Hal stared at the ceiling. “Batman.”
Bruce was already at the door.
“No,” Hal snapped. “Don’t you walk away. Fix your kids.”
Batman paused.
Then, very quietly, he said, “They were like this when I found them.”
And left.
Hal spent twenty-four minutes searching the Watchtower.
He found three fake rings, two rubber ducks wearing tiny domino masks, and one sticky note inside the monitor room that said, “Warmer.”
The actual ring was in his jacket pocket the entire time.
He discovered this only after Tim appeared behind him in the hallway and said, “You should really check your possessions more often.”
Hal made a sound that was almost heroic and almost a scream.
Tim vanished around a corner.
Hal ran after him.
There was no one there.
Only shadows.
Hal stood in the empty corridor, breathing hard.

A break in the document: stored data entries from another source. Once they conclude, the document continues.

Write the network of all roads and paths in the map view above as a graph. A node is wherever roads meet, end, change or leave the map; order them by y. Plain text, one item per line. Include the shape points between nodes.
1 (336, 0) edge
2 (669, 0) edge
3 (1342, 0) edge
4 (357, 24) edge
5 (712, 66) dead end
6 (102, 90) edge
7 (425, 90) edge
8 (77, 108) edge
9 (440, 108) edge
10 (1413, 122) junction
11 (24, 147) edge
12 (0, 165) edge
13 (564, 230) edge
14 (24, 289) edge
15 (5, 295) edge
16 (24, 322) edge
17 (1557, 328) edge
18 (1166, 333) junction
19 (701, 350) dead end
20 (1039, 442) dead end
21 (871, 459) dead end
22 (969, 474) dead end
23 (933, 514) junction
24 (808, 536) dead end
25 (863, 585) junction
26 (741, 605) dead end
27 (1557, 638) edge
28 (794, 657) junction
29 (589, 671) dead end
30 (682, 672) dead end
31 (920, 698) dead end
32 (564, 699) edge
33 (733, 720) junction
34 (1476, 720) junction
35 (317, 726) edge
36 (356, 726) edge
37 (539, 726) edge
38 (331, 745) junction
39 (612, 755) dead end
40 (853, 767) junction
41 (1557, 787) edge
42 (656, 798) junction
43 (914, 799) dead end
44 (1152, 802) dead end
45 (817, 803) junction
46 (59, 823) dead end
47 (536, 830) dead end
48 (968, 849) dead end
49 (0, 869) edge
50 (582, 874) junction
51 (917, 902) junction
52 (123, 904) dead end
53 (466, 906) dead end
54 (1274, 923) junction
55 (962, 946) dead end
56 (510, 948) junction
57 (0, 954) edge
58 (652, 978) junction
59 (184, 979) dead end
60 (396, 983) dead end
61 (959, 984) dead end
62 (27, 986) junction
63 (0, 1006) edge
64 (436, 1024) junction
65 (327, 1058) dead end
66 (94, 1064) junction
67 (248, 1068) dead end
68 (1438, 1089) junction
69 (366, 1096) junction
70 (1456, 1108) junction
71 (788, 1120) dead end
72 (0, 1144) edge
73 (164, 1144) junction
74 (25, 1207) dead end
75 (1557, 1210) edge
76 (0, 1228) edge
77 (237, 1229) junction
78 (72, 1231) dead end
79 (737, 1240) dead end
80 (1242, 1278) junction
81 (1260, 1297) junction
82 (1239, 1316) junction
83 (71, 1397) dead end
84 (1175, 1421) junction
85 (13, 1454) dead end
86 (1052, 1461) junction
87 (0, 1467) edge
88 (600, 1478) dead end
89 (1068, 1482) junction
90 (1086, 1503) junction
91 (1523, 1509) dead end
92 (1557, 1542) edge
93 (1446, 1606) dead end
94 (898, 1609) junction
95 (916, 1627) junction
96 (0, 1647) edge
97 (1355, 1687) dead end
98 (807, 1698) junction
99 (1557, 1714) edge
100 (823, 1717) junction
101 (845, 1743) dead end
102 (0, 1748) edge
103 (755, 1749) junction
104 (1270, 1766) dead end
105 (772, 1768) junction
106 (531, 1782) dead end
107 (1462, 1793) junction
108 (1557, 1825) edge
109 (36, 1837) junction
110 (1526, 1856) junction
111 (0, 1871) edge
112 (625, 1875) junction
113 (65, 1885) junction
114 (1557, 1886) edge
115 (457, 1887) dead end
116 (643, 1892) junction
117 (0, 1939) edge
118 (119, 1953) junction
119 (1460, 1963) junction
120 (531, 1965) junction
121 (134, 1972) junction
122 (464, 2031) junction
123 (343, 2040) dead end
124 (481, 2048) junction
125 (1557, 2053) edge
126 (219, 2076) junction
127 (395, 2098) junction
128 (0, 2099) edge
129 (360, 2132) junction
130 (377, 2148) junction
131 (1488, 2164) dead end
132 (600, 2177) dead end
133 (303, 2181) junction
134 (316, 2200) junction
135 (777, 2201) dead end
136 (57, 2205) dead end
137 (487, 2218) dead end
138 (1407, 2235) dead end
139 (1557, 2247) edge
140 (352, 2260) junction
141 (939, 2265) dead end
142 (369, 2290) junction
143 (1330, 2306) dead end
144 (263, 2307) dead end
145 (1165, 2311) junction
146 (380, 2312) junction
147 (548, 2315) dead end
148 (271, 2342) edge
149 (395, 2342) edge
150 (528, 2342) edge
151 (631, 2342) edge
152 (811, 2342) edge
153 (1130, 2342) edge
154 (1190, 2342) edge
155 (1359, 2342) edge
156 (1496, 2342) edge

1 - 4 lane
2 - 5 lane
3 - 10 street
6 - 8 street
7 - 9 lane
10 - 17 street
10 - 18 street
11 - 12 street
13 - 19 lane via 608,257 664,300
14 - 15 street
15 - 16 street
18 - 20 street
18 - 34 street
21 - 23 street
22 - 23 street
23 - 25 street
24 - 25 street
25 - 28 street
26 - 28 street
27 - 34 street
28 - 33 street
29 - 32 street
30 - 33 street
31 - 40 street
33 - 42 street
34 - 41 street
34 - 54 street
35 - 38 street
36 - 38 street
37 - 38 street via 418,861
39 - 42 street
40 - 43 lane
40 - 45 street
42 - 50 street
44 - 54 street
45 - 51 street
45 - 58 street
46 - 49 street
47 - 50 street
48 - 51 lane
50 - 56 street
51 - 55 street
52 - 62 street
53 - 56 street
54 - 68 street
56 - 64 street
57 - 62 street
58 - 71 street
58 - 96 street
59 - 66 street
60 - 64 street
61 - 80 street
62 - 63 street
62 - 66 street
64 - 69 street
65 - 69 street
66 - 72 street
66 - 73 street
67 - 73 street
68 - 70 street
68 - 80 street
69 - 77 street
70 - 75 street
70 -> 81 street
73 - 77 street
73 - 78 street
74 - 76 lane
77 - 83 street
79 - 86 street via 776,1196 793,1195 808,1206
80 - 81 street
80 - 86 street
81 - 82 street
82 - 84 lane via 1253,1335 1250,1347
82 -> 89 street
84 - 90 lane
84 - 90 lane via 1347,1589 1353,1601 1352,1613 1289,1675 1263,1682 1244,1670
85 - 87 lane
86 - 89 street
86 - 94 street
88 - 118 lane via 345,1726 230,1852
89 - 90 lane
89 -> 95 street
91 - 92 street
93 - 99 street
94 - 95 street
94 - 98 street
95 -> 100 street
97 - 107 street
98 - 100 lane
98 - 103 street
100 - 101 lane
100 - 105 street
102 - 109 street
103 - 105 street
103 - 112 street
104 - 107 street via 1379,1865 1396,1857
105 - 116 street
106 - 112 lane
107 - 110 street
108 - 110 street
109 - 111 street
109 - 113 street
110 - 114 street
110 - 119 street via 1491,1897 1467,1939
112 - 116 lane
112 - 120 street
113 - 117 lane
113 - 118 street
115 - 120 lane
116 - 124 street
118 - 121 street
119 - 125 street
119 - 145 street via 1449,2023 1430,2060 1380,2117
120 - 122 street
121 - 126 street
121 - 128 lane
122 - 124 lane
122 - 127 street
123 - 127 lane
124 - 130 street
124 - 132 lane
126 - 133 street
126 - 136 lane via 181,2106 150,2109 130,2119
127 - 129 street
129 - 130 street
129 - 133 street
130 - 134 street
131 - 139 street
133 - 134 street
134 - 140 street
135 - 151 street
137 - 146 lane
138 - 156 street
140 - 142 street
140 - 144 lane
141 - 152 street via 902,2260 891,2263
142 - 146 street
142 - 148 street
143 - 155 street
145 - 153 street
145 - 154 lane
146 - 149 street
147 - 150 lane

“Absolutely not,” he said to the hallway. “Nope. I refuse. Batman multiplying is against nature.”
The second target was Barry.
Barry liked kids. Barry was great with kids. He was fun. He was approachable. He had snacks in every pocket and had once let a group of schoolchildren cover his Flash suit in glitter stickers during a museum tour.
So when Dick Grayson found him in the Watchtower kitchen, Barry relaxed.
“Hey,” Barry said, smiling. “You’re Dick, right?”
Dick smiled back. “That’s me.”
“You doing okay? I know that meeting was probably weird.”
“It was a little weird,” Dick admitted. “But mostly we’re used to it.”
Barry winced. “People worrying?”
“People underestimating,” Dick corrected, still smiling.
Barry opened his mouth.
Dick leaned closer.
“Nice watch.”
Barry blinked and looked down.
His watch was gone.
So was his comm.
So was one of his boots.
Barry stared at his socked foot.
Dick took a bite out of an apple.
Barry looked back at him.
Dick’s smile widened.
“I’m fast,” Barry said.
“I know,” Dick said cheerfully.
“I’m very fast.”
“Super fast.”
“No one should be able to take my boot.”
“Probably not.”
Barry narrowed his eyes. “Where is it?”
Dick pointed upward.
Barry looked.
His boot was hanging from the ceiling light.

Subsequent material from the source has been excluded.